Türkiye’deki bir önemli gündem, ODTÜ’deki mezuniyet töreni. ODTÜ’de de Boğaziçi’nde de atanmış rektörler, mezuniyet törenlerine izin vermediler. ODTÜ’deki büyük mücadeleler sonucunda gayrı resmi olarak öğrenciler kendi törenlerini yaptı. Gelenek sürdü ama buradan hem ODTÜ’lüleri tebrik ediyoruz, ailelerini tebrik ediyorum. Boğaziçi’yle dayanışmamızı bir kez daha kendilerine iletiyoruz. Buradan söz veriyoruz. Yapılacak ilk seçimlerden sonra, rektör atama yetkisi cumhurbaşkanında olmasına rağmen bizim cumhurbaşkanımız, rektör atama yetkisini şeklen kullanacak. Ama öz olarak gelecekte yapacağımız değişikliklerden sonraki şekliyle kullanılacak. Üniversitelerin sadece hocalarının değil, öğrencilerinin, çalışanlarının ve üniversiteyle bağını koparmamış mezunlarının kullanacağı oylarla kimin yönetmesi istenirse o yönetecek.”

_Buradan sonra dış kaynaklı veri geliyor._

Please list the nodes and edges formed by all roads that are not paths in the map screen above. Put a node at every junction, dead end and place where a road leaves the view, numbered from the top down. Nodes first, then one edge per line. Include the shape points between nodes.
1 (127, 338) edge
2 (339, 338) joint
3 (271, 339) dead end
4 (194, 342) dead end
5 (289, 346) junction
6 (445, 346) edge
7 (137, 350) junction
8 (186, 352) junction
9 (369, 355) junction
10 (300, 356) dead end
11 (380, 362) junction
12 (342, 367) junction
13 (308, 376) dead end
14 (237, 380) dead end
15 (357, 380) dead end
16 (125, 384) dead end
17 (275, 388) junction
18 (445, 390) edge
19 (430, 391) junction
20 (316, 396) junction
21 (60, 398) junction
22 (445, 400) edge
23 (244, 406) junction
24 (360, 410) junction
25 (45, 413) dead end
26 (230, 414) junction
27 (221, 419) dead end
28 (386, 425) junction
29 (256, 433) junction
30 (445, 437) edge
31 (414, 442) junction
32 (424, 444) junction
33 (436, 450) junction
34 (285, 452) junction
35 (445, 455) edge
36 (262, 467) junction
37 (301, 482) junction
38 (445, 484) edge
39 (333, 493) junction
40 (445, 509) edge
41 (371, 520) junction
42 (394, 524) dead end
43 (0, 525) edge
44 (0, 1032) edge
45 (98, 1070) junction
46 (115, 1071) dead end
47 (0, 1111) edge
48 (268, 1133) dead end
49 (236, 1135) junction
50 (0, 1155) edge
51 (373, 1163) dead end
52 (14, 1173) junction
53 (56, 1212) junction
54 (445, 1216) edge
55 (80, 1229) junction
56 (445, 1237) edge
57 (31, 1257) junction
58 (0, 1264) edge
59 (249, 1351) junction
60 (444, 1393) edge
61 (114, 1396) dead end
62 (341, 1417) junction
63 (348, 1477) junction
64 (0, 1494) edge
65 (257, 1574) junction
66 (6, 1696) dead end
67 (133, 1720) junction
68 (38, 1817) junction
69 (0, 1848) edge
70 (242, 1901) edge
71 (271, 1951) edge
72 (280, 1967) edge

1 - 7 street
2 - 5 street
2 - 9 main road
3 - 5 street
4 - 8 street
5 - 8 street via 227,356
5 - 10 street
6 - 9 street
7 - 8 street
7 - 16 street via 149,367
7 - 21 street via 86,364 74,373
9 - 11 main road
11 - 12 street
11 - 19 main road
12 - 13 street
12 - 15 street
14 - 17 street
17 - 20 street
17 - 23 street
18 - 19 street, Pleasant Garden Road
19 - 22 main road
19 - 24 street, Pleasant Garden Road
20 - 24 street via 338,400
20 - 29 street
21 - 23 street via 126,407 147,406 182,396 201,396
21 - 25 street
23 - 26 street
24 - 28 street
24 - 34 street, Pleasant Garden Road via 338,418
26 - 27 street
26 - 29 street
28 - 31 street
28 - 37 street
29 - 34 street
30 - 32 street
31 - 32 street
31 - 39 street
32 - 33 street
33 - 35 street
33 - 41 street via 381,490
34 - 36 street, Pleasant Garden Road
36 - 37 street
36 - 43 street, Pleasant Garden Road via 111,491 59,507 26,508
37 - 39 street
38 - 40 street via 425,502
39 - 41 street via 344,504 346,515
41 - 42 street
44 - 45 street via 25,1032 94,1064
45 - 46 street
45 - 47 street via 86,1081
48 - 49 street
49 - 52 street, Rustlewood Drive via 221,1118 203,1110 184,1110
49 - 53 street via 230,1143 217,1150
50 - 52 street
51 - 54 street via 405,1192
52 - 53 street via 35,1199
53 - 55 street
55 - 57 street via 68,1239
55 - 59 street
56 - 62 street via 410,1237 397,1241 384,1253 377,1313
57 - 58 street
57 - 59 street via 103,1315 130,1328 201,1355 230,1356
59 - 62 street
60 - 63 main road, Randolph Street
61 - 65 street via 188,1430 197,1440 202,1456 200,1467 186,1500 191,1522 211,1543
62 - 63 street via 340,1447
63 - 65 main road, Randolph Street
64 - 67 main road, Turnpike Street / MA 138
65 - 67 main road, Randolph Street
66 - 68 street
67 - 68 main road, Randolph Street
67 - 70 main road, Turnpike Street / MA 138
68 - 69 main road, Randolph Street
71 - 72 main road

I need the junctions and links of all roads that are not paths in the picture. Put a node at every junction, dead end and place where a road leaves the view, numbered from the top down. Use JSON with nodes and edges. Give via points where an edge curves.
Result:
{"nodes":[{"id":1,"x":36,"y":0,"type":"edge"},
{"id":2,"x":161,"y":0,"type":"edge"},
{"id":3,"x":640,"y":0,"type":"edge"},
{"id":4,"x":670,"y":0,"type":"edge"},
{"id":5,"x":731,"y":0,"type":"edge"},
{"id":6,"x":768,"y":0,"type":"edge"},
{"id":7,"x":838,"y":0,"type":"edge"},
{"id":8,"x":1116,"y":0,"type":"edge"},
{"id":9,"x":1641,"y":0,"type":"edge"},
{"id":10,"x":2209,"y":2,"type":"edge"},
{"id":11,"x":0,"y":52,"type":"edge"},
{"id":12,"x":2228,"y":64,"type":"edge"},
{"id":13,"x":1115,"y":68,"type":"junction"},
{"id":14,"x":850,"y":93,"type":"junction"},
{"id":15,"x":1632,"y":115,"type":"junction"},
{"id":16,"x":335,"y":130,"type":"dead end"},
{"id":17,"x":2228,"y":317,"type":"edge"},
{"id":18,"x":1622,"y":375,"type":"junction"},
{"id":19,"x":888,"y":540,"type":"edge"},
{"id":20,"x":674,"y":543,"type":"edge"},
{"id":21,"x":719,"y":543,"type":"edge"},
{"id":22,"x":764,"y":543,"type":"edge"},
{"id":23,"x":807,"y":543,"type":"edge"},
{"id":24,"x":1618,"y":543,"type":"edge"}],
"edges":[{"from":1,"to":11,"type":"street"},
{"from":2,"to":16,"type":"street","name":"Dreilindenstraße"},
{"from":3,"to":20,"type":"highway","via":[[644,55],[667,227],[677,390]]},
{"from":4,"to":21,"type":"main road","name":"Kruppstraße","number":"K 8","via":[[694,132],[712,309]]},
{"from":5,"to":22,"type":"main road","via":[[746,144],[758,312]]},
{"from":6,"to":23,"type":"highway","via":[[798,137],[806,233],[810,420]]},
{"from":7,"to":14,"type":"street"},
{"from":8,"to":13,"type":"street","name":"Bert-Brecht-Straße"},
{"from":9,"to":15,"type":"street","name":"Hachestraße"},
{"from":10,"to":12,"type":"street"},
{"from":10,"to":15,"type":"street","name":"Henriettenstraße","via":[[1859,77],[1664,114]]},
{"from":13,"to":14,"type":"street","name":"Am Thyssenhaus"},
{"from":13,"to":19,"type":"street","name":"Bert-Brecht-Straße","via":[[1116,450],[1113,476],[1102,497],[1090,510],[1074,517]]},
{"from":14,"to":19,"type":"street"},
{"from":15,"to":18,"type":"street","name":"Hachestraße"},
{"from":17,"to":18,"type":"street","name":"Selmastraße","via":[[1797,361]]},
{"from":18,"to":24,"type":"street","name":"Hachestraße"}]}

“CESARETLERİ VARSA İZMİR’DEKİ SINIR NOKTADAN ADAY OLSUN”

İzmir Milletvekili Mehmet Ali Çelebi’nin Cumhur İttifakı ile ilgili yaptığı açıklamaların sorulması üzerine Özel, şunları söyledi:

“Gerçekten talihsiz açıklamalar. Onu herkes darbecilikle suçlarken, ona sahip çıkmış üç kişiden bir tanesiyiz. AK Parti hakkında söyledikleri ortada. Benim Hulusi Akar ile tartışmamda, arkadan bana verdiği destek ortada. Bugün sosyal medyaya yansıya açıklamalar ortada. Ve Mehmet Ali Çelebi, CHP’ye dünya kadar laf ederek gitti. Gittiği gün söyledim. Burası baba evi. Gidersin kardeşim. Kızarsın, kapıyı çarpar da gidersin. Ama baba evini yakıp gitmezsin. Baba evine benzin döküp, gitmezsin. Yapmaya çalıştığı şey oydu o gün. Gittiği parti, Memleket Partisi’ne gitti oradan da ayrıldı. Sonra biz gözümüzle gördük, MHP ile temasları oldu, başka partilerle temasları oldu. Bugün öğreniyoruz ki AK Parti’ye gidecekmiş. Bunu yalanlamıyor. Bunu ne için yapıyor? Memleket Partisi’ne giderken orada büyük bir başarı yakalayacağını düşünüyordu. O olmayınca onu bıraktı. MHP ile olsa olacaktı. O da olmamış anlaşılıyor. Şimdi milletvekilliğini sürdürmek için AK Parti’ye gidiyor. Bunun izahı yok. Geçmişte, milletvekili transferlerine ilişkin de Recep Tayyip Erdoğan’ın laflarını İzmir basının Mehmet Ali Çelebi’ye sormasını beklerim. Burada daha fazla bir şey söylemeyeceğiz. Ama AK Parti, kendilerine bu kadar sözleri söyleyen birini alıp, ‘elverişli olur, muhalefete karşı kullanırız’ diye bünyeye alıyorsa… Bu kişi İzmir milletvekili. AK Parti onu İzmir’den kaçırıp, başka bir yere koymasın. Veya İzmir’de, kendi teşkilatından birilerinin hak ettiği, garanti bir yere de koymasın da… Sınıra koysun kararı İzmirliler versin. AK Parti, Mehmet Ali Çelebi’yi milletvekili yapma karşılığı aldığına göre, Mehmet Ali Çelebi’yi bugün kaç milletvekili çıkardıysanız, o sınıra koyun. İzmirliler Mehmet Ali Çelebi’ye ne dediklerini göstersinler, bakalım. Şimdi çıksın, İzmir’de bir dolaşsın bakalım. İzmirlilere, AKP karşıtlığı üzerinden alınan oyları, götürüp de AKP’ye vermek, nasıl bir şeymiş, Mehmet Ali Çelebi anlatsın. Çok söyleyebileceğim sözler var kendisi ile ilgili, çok ağır şeyler söyleyebilirim. Ama ben bu konudaki değerlendirmeyi İzmir’deki seçmene bırakıyorum. Cesaretleri varsa İzmir’deki sınır noktadan aday olsun. O zaman görelim. Milletin vekili miymiş, reisin vekili miymiş.”